Un incubo! Si, volete sapere qual è il peggior incubo di una donna? Ora so quale risposta dare a questa domanda: rimanere senza vestiti, senza intimo, senza creme,  trucchi, pinze e pinzette varie e soprattutto senza il carica batteria del cellulare.

Devo per forza trovare la persona che ha la mia valigia. Si, ma dove? Cercare qualcuno di cui non si sa il nome a New York è come cercare un ago in un pagliaio. L'unica cosa che so di certo è che la mia roba è in mano ad un uomo.
Sorrido al pensiero di un ipotetico lui che apre la sua per disfarla e si trova tra le mani indumenti femminili. Che reazione avrà avuto? Mi starà cercando? Sarà disperato quanto me?
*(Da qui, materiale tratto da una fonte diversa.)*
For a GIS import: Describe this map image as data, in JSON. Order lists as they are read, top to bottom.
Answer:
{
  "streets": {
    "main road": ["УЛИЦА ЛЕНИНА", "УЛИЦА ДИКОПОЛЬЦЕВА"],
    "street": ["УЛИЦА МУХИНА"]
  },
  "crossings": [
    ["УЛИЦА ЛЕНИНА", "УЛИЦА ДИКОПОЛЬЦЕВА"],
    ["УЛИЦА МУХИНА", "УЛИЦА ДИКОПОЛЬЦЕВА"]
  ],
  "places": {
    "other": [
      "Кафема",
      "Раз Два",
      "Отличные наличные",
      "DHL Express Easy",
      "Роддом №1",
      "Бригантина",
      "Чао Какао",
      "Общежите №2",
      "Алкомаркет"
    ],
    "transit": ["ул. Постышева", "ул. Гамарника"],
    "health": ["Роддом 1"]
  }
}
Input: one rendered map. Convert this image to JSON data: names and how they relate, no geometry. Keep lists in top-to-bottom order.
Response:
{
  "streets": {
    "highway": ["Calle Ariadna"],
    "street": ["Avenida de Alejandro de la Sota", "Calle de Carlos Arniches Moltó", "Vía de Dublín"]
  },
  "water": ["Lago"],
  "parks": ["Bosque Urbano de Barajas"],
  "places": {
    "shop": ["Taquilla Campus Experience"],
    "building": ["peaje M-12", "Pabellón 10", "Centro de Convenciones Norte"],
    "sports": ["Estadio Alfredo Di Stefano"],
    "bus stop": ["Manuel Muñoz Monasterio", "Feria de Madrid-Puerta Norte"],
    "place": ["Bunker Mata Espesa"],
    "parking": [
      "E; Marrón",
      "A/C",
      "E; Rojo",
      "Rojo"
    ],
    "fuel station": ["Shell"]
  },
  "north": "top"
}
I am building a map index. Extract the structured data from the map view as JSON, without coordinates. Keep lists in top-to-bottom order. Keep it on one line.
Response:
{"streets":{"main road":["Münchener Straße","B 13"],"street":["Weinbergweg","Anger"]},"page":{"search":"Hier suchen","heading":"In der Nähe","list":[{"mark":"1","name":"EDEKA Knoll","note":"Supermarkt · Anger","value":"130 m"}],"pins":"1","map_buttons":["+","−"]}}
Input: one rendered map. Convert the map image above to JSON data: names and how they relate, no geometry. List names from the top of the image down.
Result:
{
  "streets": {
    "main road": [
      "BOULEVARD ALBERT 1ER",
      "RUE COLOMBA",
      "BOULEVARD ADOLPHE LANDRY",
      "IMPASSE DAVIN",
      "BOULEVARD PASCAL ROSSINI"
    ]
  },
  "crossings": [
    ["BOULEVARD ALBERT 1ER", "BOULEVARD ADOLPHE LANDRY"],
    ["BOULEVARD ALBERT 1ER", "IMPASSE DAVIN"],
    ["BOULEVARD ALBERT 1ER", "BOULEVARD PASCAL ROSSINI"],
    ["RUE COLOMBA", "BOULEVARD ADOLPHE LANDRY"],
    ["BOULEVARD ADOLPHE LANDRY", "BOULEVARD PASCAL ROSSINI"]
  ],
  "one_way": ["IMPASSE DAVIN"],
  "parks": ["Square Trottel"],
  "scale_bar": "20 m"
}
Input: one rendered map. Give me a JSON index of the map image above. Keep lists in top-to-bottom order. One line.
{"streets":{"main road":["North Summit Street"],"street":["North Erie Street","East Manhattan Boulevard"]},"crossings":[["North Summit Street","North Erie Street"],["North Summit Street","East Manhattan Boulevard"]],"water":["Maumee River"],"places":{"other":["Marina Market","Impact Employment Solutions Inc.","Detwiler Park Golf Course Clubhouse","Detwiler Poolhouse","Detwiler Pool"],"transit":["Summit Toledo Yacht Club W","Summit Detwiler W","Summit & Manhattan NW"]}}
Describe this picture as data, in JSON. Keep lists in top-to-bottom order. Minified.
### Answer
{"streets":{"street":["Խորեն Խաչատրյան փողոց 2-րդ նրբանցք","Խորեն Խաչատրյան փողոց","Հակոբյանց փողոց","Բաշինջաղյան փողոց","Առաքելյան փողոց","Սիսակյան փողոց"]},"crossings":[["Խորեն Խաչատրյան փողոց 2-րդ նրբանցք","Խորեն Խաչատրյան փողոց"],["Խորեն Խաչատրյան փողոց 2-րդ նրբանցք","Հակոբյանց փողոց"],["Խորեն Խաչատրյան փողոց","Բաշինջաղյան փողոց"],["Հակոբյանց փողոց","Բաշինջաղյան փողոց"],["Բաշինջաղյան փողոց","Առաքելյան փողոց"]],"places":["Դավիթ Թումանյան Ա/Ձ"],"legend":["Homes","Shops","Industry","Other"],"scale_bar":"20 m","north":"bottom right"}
"Merda! Merda!" inizio a blaterare con le mani strette a pugni e gli occhi rivolti al soffitto. Occhi che in pochi istanti si riempiono di lacrime che scivolano giù grosse come pere. Faccio respiri profondi per cercare di recuperare la calma e pensare su cosa fare per recuperare la mia roba. L'unica possibilità che ho è tornare in aeroporto e rivolgermi al servizio bagagli. Si, è l'unica cosa da farsi.

Aspetto fiduciosa che la luce del giorno inizi a filtrare dalla persiana della finestra; quindi mi alzo, mi vesto e pochi minuti dopo sono fuori pronta a salire su un taxi e arrivare in aeroporto. C'è parecchia gente. Faccio la fila e aspetto con pazienza il mio turno.
"Avrei bisogno di aiuto" dico al tipo di fronte a me quando finalmente arrivo a toccare il bancone.
"Dica".
"Qualcuno ha preso la mia valigia scambiandola per la sua. Ci sarà un modo per risalire al tizio, vero? Voi avete un modo per ritrovarla?"
"C'è scritto un nome sulla targhetta?"
"Quale targhetta?"
"Quello che si mette di solito attaccato alla maniglia".
"Non c'è nessuna targhetta". E gli mostro la valigia in modo tale che lui stesso possa accertarsi della cosa.
"Allora deve aspettare che la contatti il tizio".
"Il tizio? E come?"
"Lei nemmeno aveva scritto il nome sulla targhetta?"
"Nessun nome sulla targhetta. Senta..."
"No, senta lei. Se non sappiamo i nomi non possiamo recuperare nulla. Avete avuto entrambi poco buonsenso. I nomi vanno scritti, sempre. Ora l'unica cosa che posso consigliarle di fare è lasciare qui quella valigia, fare una denuncia di smarrimento e aspettare che qualcuno riporti qui la sua".
Osservo allibita il tizio che mi parla da dietro il bancone. Lasciare la valigia? Non ci penso proprio. Così, mentre lui è occupato a rovistare tra i cassetti alla ricerca dei fogli da compilare, io considero l'idea di girare sui tacchi e andarmene. Pochi secondi e sono lontana da lì, arrabbiata con me stessa e con il "ladro".

Torno nella pensione in cui alloggio, lancio il bagaglio in un angolo della stanza ed esco di nuovo per andare a riempire il mio stomaco e sbollire la rabbia.

Faccio colazione con una bella tazza di caffè e con una buona razione di pancake con sciroppo d'acero. Poi, non avendo voglia di tornare a stare chiusa in camera a piangermi addosso, passo il resto della giornata passeggiando in mezzo al verde di Central Park. Sapevo che fosse uno dei parchi più conosciuti al mondo, il polmone verde di New York lo chiamano, ma mai avrei immaginato la  bellezza di questa macchia verde situata in mezzo al grigio dei palazzi. Mi chiedo come riesca a sopravvivere tra questi mostri di grattacieli. Cammino guardando a destra e a sinistra per cercare di non perdermi nulla della sua bellezza e, cammina cammina, senza rendermene conto, raggiungo il Bow Bridge, il famoso ponte sospeso sopra ad un laghetto artificiale. Rimango senza parole. Altro che cartolina. Ha dei panorami stupendi. E mentre sono ferma, impalata ad ammirarne la bellezza dei colori del crepuscolo, dove l'arancione del sole calante si mescola con le acque del lago, vengo urtata da un tizio che più che camminare sembra correre. La magia che sento dentro svanisce di colpo.
No, ancora lui! penso riconoscendo in lui la stessa persona che mi ha rubato il taxi da sotto il naso. Inconfondibile. Il tatuato. Si, ora so con certezza che è un vero maleducato. Nel suo vocabolario non esiste la parola scusarsi.